Chaque samedi et dimanche, Nicolas Beytout, directeur du journal "L'Opinion", donne son avis sur l'actualité de la semaine.
Bonjour Nicolas, vous avez aimé la rupture des négociations entre patronat et syndicats qui s’est produite cette semaine sur l’assurance-chômage.
Exactement, une rupture brutale, sèche : une petite heure d’échanges entre les protagonistes, c’est tout. Point final pour cette réunion de la dernière chance sur l’assurance-chômage, et plus généralement un coup d’arrêt au paritarisme, c’est-à-dire à la gestion partagée entre le patronat et les syndicats de l’Unedic.
Et c’est ça que vous aimez ? La fin du paritarisme ?

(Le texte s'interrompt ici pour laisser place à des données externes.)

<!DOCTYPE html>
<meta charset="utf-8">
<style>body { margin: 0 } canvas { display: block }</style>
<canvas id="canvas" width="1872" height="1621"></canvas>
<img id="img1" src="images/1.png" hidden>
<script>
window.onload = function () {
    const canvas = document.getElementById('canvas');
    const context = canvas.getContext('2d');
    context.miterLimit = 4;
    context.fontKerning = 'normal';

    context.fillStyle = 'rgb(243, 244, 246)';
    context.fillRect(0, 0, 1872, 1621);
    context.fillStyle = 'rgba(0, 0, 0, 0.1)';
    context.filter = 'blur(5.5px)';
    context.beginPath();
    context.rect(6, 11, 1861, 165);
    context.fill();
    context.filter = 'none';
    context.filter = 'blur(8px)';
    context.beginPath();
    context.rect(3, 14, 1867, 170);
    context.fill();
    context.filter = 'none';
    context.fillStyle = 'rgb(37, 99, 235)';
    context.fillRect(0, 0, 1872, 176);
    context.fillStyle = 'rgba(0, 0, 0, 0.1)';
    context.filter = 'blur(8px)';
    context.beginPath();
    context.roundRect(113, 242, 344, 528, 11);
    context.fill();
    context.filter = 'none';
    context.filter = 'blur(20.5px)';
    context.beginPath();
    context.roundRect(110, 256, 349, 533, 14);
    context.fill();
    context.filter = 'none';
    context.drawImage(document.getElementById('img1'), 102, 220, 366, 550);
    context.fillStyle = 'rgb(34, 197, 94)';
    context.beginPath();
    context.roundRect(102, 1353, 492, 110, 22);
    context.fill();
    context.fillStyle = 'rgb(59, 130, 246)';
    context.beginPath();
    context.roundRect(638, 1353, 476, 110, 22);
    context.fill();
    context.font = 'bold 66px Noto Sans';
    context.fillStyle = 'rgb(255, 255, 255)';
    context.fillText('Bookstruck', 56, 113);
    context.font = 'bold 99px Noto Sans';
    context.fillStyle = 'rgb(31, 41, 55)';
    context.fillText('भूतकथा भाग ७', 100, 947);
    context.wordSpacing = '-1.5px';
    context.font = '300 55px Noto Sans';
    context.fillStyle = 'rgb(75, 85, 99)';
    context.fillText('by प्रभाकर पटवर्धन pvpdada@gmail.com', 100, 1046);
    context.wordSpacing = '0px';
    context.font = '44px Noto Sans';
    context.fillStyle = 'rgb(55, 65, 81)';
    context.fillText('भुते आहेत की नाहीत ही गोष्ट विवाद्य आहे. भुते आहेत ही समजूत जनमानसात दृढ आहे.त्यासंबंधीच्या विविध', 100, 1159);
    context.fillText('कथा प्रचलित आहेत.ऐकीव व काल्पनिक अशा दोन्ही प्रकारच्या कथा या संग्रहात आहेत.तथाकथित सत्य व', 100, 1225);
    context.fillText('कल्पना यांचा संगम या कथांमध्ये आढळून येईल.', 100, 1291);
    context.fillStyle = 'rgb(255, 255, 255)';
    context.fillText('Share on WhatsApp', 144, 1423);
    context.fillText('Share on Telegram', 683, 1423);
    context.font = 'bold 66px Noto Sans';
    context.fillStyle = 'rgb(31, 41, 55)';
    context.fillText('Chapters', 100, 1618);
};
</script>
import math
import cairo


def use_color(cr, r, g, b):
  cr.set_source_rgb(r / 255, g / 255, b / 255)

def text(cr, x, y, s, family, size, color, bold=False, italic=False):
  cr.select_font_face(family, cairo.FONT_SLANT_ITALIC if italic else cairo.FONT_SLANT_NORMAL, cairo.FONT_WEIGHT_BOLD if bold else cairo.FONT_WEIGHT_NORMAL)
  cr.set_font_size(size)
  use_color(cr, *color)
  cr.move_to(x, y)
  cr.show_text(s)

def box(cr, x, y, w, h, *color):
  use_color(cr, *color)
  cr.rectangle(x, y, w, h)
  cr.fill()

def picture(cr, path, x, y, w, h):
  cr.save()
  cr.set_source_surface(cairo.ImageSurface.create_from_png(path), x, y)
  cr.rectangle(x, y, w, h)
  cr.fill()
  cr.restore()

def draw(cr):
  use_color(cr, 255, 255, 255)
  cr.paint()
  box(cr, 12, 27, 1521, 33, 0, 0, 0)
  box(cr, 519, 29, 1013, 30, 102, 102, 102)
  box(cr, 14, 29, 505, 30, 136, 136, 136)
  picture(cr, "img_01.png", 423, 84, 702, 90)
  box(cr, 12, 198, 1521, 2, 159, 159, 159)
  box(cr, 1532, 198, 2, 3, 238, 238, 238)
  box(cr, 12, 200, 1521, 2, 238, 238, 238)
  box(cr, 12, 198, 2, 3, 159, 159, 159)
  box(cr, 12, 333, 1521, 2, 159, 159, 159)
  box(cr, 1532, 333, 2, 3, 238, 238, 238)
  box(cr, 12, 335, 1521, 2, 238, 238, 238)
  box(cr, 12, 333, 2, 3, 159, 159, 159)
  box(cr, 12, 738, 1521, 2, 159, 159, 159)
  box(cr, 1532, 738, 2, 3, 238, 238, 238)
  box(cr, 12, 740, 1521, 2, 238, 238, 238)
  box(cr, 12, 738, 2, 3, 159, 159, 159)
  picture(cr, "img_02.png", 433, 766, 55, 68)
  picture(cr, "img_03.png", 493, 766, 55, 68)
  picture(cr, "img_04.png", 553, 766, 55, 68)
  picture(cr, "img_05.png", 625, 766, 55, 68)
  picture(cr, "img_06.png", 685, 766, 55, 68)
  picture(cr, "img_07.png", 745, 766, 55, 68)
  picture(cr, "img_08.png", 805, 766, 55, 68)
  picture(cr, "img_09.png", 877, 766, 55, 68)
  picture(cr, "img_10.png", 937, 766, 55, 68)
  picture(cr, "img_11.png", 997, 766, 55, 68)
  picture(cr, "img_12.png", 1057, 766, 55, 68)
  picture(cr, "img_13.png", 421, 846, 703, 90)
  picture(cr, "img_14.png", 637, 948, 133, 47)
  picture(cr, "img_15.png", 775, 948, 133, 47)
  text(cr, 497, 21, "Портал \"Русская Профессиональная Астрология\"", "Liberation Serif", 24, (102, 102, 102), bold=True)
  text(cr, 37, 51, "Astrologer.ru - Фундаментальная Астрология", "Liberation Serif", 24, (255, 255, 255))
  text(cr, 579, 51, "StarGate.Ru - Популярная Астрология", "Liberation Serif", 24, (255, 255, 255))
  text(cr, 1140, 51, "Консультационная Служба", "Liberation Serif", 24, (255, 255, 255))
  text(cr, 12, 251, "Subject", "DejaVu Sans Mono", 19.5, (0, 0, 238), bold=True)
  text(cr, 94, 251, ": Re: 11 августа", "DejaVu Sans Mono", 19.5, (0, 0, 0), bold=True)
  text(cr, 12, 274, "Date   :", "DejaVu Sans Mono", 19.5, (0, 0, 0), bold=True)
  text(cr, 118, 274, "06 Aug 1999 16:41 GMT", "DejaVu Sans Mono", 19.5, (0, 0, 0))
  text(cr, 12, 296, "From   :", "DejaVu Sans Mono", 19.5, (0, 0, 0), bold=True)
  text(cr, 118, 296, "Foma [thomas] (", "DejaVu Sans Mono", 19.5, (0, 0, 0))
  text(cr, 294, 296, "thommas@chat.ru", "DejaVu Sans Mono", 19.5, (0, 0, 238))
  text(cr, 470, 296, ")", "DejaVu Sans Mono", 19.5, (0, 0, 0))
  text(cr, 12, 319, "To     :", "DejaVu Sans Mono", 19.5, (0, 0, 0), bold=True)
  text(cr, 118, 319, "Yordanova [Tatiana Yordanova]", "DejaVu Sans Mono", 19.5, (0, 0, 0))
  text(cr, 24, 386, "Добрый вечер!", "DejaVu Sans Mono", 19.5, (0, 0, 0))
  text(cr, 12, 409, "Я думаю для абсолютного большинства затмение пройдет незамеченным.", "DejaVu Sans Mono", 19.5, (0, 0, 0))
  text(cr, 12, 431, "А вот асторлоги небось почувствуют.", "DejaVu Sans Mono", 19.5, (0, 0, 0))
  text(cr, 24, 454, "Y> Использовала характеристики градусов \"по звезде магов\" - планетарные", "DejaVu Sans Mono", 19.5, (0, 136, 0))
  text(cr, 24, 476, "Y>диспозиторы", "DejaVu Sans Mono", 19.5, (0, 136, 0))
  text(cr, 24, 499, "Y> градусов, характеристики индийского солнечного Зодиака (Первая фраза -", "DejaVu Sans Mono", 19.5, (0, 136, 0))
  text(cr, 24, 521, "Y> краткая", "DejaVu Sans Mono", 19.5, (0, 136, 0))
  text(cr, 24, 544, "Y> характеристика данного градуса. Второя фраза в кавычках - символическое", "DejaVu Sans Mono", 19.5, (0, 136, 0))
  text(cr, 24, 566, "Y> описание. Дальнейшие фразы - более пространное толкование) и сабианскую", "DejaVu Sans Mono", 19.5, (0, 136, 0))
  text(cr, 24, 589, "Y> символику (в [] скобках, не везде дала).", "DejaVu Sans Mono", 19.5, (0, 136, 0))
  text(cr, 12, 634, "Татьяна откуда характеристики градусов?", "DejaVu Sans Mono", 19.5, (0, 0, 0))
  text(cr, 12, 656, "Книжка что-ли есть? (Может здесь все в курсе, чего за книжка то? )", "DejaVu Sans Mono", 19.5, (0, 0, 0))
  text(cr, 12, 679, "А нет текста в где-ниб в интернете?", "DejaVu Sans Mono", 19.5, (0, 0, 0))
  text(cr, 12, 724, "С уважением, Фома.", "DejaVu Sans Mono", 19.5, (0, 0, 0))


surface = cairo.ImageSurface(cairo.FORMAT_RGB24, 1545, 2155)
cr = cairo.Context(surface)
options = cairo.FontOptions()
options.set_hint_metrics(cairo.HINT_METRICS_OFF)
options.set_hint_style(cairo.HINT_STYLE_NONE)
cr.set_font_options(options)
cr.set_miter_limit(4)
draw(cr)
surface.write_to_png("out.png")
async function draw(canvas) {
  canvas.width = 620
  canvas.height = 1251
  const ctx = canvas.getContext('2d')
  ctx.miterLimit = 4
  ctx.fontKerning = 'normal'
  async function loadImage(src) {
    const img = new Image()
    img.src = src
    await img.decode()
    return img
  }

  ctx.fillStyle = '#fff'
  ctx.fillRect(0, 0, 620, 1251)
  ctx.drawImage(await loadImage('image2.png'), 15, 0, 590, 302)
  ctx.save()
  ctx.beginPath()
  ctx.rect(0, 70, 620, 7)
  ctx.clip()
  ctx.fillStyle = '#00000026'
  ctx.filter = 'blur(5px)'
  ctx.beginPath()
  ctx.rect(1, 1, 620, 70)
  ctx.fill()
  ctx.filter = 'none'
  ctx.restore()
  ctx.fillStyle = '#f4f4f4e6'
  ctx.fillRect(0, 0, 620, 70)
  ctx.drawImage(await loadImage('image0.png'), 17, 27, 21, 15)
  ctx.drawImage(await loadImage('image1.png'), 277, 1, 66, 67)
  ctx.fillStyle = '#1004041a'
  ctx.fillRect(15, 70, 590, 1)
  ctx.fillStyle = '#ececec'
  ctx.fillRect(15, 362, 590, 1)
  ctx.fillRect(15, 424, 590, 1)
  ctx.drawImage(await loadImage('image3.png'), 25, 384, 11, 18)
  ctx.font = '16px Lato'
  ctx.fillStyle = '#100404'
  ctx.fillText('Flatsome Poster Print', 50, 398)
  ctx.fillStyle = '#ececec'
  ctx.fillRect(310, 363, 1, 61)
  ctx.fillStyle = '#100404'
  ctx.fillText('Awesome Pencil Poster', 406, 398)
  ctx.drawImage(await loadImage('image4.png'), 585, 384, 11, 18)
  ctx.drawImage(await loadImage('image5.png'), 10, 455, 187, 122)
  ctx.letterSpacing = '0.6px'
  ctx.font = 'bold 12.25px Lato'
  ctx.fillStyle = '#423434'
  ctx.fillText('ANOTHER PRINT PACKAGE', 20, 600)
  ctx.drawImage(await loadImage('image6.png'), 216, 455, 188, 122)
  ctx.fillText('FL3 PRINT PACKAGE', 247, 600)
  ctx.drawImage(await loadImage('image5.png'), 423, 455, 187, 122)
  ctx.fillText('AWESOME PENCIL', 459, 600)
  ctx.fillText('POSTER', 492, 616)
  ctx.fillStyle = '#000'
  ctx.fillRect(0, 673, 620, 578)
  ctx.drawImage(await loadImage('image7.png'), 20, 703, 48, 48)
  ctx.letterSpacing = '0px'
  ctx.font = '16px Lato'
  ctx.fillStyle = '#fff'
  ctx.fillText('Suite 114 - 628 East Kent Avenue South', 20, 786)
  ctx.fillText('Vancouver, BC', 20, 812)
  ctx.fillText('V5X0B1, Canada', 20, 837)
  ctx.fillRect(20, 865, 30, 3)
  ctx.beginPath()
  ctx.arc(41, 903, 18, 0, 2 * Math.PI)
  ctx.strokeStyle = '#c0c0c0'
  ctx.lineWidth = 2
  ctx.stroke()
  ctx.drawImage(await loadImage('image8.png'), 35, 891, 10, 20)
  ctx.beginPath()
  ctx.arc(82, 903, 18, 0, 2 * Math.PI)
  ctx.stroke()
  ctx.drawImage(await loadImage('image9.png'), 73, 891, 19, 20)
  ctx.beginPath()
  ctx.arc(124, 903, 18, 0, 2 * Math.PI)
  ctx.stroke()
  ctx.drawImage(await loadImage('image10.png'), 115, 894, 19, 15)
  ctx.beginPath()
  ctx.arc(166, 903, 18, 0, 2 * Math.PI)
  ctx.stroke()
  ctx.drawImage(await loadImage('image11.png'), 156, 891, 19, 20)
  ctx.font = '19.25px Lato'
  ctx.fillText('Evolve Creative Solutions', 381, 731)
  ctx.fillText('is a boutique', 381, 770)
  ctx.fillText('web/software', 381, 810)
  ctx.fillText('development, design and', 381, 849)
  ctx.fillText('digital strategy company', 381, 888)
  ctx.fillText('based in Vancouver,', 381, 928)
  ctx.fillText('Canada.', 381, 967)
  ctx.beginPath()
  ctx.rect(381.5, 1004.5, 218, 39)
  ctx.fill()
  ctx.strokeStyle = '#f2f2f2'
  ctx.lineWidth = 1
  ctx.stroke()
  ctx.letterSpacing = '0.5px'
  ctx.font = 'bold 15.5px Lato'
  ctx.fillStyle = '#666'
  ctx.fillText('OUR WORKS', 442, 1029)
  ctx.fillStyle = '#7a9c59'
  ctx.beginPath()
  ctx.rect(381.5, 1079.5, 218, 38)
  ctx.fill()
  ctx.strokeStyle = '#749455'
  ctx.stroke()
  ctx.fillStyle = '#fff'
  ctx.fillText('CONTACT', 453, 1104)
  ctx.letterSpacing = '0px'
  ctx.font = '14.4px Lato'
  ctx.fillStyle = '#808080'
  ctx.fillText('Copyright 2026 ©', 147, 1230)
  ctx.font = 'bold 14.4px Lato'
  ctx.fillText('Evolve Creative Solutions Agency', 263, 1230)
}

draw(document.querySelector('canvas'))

Oui, parce que, à mon sens, le paritarisme, ou plutôt ce qu’il est devenu ne correspond plus à rien. C’est un faux-semblant, une illusion de négociation. Pas à cause des partenaires sociaux, non, à cause de l’Etat, du gouvernement qui, en réalité, pilote en permanence ce processus. Il intervient avant les négociations en imposant aux partenaires sociaux l’objectif à atteindre. Il intervient pendant, par exemple pour rabibocher les négociateurs lorsque les échanges deviennent trop tendus, pour les remettre autour de la table, ou même pour les menacer de reprendre la main. Et puis il intervient à la fin de la négociation, pour reprendre la main, justement, si les partenaires sociaux ne se sont pas mis d’accord, ou pour en rajouter s’ils ne sont pas allés assez loin.
On a même vu un cas où le gouvernement (c’était Manuel Valls) a annulé et inversé un accord passé entre le patronat et la plupart des syndicats, tout ça pour plaire à la CGT qui ne l’avait pas signé. Là, on avait atteint le summum de la farce.
Je vais vous faire écouter ce que disait de ces négociations Emmanuel Macron : c’était il y a 2 jours.
Trop facile. Le chef de l’Etat oublie de dire qu’il avait fixé aux négociateurs un objectif impossible à atteindre : entre 3 et 4 milliards d’euros d’économie en 3 ans sur l’assurance-chômage. Vous connaissez un syndicat qui est prêt à avaler ça ? Evidemment non. Et il avait imposé au patronat ce que Geoffroy Roux de Bézieux avait appelé une "ligne rouge" : le bonus-malus sur les contrats très courts. Evidemment, le président du Medef n’allait pas se déjuger. Vous voyez, cette négociation était impossible.
D’ailleurs, c’est le principe même de ce genre de séance qui est à revoir. Comment voulez-vous que, face à des enjeux aussi lourds, on aboutisse à quelque chose de construit et équilibré. Dans une négociation, qui se déroule en plusieurs rounds, avec des interruptions de séances, des suspensions, des contacts informels, chacun y va de sa petite modification : "je t’échange tel alinéa contre tel codicille". Résultat, une construction baroque, lourdement déficitaire (30 milliards de dette). Ça ne peut plus tenir.
Et donc c’est à l’Etat de reprendre le tout ? C’est la fin du paritarisme ?
Oui, probablement. C’est d’ailleurs assez logique : l’assurance-chômage, c’est une partie essentielle du "modèle social français". C’est au gouvernement de décider qui doit être indemnisé, comment, pour combien de temps, et quel niveau de cotisations-chômage il faut mettre en face. C’est un choix politique, c’est sa responsabilité. Alors est-ce que le paritarisme est mort ? Celui-là, oui, et avant de le faire renaître, il faudra s’assurer que les partenaires sociaux (les syndicats en particulier) sont représentatifs, et il faudra définir ce qu’on veut, ce que le pays veut comme modèle social. Et ça, ça ne se règle pas dans une négociation à huis clos.